Dara Porxelek
Dec 30 2017

Iranians speak up as anti-government protests spread for a third day

Protests over governmental corruption and living standards erupted in several cities across Iran. The demonstrations and protests started in Iran's second most populous city, Mashhad and quickly spread to Kermanshah and the Iranian capital Tehran.

What started as protests against economic living conditions swiftly turned political; people on the streets began chanting slogans against Iran's international politics; 'Work for Mahabad, Tehran, and Tabriz, not for Lebanon, Syria or Yemen.'

Several Iranian politicians, journalists, and citizens commented about the protests for Ahval.

Mihemed Salih Qadir, a member of the Central Executive Committee of the Iranian chapter of Democratic Party of Kurdistan and Erbil representative, responded to Ahval in a statement saying: "Iranian people in general, but the Kurdish people, in particular, are suffering under the control of a repressive and dictatorial regime. This wave of protests and demonstrations are a natural reaction of the Iranian people against the dictatorship of the Supreme Leader Ali Khamenei."

According to Qadir, "the protests are both against the corruption in the government", and "the administration's support to terrorist organizations like the Hezbollah in Lebanon, Syria, and Iraq." Qadir predicted that "this natural reaction can only get stronger over time." "We believe that this is a significant moment in Iranian history. In particular, we think that these events will weaken the military and political pressures on Iranian Kurds. We also invite all the Kurdish parties to join Rasana Rojhelat (Awakening of the East.) movement against the oppressive regime. "

Qadir said; "As a member of a movement that knows the Iranian regime well, I assure you that the regime, using the "Jerusalem Power Army," will intensify its oppressive practices. The regime is openly saying: 'If you ask for freedom, we will jail you or kill you.' But the people in Iran, and especially in Kurdistan are refusing to give in. The protests will spread even more if they start arresting the protesters. If there is support from the international community for these protests, this movement can potentially grow further. The regime will not be able to stand up to global pressure in the long run."
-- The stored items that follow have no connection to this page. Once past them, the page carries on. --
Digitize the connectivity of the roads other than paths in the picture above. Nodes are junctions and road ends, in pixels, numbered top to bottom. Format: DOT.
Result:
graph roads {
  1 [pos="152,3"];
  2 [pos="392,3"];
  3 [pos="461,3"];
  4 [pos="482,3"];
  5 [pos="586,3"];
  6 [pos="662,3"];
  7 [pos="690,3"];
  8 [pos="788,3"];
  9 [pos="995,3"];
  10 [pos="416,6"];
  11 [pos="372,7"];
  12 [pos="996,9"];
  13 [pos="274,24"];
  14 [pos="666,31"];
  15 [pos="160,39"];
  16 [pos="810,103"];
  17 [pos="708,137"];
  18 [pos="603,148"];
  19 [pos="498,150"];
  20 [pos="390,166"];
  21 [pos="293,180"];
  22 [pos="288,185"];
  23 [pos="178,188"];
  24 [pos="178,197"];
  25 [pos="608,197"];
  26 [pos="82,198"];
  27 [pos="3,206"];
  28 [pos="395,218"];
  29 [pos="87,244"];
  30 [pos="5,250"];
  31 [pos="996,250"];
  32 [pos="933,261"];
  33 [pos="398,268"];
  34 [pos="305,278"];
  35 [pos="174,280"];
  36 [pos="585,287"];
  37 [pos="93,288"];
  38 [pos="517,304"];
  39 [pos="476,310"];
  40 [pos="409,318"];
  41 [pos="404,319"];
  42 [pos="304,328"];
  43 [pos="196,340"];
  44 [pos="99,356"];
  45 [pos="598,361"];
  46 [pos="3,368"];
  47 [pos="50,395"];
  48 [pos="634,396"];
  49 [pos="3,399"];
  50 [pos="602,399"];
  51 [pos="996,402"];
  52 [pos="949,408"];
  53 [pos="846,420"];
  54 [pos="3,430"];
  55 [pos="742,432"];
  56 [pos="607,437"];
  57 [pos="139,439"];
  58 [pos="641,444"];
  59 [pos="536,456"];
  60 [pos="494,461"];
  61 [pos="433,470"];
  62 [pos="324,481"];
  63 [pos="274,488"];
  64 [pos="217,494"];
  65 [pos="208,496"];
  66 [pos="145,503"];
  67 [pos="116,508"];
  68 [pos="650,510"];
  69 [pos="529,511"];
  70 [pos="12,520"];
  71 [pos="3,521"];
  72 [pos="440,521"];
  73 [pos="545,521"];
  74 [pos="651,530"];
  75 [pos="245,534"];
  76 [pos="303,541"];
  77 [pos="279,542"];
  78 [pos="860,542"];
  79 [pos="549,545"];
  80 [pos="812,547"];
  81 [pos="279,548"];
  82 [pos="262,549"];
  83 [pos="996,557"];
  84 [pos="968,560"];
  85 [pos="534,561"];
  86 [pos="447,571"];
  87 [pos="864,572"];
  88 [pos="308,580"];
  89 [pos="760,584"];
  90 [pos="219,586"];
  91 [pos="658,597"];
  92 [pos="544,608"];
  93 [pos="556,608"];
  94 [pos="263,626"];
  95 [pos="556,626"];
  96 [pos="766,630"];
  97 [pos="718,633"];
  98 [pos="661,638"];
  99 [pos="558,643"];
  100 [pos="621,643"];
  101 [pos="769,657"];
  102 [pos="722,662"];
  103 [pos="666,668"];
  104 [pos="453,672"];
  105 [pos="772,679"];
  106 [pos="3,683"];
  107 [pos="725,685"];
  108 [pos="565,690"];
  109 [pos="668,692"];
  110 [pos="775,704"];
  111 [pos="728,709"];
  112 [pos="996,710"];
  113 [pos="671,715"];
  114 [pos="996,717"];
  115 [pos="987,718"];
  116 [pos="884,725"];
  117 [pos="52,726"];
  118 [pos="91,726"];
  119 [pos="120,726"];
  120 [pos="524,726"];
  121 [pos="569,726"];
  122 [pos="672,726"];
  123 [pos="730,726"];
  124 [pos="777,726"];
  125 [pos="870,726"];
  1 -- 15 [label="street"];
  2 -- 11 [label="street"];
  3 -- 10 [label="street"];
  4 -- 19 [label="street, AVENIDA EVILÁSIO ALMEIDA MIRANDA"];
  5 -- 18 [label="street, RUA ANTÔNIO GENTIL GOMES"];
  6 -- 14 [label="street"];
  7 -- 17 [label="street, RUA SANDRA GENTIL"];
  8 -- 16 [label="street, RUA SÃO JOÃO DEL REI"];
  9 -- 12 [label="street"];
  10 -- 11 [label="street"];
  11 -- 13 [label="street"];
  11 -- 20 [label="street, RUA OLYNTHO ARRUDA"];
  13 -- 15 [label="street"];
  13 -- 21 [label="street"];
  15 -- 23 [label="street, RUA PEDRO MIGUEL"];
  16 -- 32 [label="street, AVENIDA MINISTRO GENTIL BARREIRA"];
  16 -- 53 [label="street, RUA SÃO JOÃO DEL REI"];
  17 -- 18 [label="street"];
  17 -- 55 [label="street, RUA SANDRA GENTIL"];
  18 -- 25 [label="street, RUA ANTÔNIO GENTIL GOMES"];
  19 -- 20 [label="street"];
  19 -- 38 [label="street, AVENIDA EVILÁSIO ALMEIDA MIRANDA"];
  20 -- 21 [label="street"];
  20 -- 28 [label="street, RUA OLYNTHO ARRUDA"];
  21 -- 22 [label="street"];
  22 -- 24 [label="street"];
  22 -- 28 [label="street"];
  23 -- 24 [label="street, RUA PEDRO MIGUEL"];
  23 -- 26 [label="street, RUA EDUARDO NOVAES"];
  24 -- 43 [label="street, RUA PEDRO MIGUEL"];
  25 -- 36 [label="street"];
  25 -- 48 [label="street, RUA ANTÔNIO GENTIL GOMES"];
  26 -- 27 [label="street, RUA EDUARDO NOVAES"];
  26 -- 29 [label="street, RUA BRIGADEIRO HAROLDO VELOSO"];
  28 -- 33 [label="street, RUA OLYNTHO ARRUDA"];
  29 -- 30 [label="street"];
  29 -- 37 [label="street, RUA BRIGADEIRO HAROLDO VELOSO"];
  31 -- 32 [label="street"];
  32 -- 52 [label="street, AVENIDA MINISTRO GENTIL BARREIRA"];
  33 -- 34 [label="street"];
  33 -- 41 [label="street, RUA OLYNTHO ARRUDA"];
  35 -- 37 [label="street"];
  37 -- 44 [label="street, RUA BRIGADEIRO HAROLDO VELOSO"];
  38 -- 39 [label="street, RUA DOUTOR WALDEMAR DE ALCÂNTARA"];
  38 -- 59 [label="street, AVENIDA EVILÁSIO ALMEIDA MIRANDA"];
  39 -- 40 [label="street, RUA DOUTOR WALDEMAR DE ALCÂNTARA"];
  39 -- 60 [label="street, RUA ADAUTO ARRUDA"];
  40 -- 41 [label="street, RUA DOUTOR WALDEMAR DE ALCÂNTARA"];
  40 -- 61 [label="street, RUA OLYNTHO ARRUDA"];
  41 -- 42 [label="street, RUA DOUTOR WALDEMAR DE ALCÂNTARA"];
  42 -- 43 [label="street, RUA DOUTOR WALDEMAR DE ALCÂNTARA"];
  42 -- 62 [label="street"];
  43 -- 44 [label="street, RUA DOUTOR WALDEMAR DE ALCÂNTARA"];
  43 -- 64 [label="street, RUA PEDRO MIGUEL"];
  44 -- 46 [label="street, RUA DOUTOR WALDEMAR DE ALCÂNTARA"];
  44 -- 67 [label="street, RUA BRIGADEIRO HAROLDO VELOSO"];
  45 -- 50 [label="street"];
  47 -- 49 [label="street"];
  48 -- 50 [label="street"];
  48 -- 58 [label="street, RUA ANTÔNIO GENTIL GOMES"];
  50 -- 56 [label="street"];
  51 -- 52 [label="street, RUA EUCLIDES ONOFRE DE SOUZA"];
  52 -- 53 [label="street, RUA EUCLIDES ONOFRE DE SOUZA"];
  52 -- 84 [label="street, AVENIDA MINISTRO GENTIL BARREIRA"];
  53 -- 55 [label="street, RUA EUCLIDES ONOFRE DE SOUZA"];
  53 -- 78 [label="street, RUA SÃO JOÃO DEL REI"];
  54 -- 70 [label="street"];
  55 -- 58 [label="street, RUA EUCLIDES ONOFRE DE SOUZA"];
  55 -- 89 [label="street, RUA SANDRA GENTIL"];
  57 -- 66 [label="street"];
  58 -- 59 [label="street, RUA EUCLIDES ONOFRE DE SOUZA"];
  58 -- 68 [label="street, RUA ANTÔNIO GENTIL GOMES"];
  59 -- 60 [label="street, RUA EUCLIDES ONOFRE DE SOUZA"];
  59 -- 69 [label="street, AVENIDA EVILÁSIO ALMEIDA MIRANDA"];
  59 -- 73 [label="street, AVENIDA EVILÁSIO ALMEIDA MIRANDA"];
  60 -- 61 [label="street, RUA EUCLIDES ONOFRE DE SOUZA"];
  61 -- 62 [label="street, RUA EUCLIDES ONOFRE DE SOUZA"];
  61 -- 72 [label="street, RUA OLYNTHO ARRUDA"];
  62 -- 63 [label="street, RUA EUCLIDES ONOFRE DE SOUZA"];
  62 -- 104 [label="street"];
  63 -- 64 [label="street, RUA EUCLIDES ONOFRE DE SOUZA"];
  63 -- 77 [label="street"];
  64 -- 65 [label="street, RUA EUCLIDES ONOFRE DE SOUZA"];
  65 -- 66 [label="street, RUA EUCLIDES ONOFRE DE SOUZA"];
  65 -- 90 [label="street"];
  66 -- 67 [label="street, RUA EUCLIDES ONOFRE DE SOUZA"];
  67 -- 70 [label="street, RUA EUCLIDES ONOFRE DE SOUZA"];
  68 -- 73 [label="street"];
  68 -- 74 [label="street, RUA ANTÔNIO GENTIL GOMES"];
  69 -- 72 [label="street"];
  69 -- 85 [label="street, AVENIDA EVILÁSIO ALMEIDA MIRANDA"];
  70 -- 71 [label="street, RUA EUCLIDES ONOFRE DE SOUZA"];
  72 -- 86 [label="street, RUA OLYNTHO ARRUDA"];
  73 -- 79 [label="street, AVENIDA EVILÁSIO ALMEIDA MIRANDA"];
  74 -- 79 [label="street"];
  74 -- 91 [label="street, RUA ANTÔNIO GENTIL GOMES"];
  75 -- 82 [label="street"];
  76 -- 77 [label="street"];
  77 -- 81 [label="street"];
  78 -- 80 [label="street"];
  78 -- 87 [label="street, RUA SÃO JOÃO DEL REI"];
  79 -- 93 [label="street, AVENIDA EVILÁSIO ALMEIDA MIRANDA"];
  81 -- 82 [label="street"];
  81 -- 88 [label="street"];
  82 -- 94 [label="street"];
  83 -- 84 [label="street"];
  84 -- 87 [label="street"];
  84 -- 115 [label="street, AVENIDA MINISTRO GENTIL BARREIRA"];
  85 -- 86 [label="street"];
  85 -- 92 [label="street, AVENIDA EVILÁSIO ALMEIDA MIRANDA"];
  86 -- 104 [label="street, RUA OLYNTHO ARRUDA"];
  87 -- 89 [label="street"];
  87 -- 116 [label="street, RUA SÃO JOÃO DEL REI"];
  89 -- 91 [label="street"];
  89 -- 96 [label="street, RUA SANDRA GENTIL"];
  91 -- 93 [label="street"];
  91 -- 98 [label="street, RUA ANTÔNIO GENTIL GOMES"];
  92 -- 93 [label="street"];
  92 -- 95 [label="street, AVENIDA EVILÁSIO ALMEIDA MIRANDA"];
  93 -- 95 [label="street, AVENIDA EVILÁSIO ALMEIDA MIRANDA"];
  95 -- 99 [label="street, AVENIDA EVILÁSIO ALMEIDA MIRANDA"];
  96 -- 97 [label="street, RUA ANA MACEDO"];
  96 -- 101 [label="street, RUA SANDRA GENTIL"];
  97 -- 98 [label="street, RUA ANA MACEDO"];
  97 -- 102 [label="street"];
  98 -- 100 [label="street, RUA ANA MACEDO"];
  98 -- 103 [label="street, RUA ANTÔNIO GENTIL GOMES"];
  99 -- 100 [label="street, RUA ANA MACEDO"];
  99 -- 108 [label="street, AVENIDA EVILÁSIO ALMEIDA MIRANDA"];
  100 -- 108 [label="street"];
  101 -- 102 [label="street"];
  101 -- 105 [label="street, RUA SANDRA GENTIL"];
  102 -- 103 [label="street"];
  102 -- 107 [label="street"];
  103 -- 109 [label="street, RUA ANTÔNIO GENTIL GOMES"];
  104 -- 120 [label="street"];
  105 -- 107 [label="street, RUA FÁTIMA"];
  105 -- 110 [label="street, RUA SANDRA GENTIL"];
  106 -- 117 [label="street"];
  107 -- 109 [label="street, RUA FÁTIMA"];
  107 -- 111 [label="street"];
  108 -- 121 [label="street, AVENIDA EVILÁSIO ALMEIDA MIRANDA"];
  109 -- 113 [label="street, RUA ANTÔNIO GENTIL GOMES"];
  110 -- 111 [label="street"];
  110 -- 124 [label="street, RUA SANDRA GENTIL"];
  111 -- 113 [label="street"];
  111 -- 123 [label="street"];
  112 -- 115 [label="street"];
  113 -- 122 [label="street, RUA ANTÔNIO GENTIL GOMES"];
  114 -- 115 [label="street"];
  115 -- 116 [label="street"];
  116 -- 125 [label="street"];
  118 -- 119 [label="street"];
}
Hemish Karwani, a journalist/writer, called the protests 'an extraordinary event for Iran’ and said: "People want the government to take immediate action to solve their problems. These events are the first time I've seen Persians taking to the streets to protest. Just imagine, bread prices recently went up 200 percent. Eggs used to be 250 tomans; now they are 1000 tomans. There is an economic crisis. The reaction started when the government failed the people of Kermanshah after the earthquake. On the other hand, I don't know how the government will respond to these demands. "

Interior Minister Abdolreza Rahmani-Fazli urged people not to take part "as they will create problems for themselves and other citizens", but videos posted online suggest that protests were held on Saturday in at least nine cities across the country, according to BBC.

Diako, a 28-year-old Iranian Kurdish journalist, told Ahval, "The Iranian demonstrators are demanding an end to corrupt practices in the government and a regime change. Tens of thousands of people spontaneously joined the protests. "

Diako added "Of course, change in Iran is not easy, but considering the crowd sizes, the government will have to re-evaluate their policies. It is clear that Persian, Kurdish, Azeri or Arab all Iranian citizens are demanding a regime change. "

Pointing out that the 'situation is a little bit different' this time, Diako said: "Historically the Azerbaijani or Persian citizens did not join the Kurdish protests against the oppressive practices of the government. But this time the Kurds joined the protesting Persians and Arabs. I hope that the Kurds can get some results this time around. "

Khandan Farrisi, an Iranian engineer, said that it was too early evaluate the cause and effect of the protests, adding, "But we need to briefly review Iran's political history in recent years to understand these events. There are two main fronts in Iran-the fundamentalists (principlists) front and reformist front. The President is closer to reformists, yet the Supreme Leader of the country is closer to the fundamentalists. The events started in Mashhad against the Supreme Leader with the support of some reformist parties. The demonstrations quickly spread to other cities with the participation of more and more people. These people are protesting the government. They are protesting the economic policies; mainly inflation, and corruption. "

An Iranian Persian journalist said: "I cannot understand the recent events. It happened suddenly. Neither the journalists nor the Iranian public know how and why these events started. " The journalist who wanted to stay anonymous for fear of repercussion said that the protests would most likely be short-lived. He also stated that without any public statements, it is difficult to make any assessments about the accuracy of the information floating on the internet.

Few more Iranian citizens we interviewed, said that they were afraid to join the protests fearing the Iranian Secret police and unwilling to speak to Ahval for same reasons.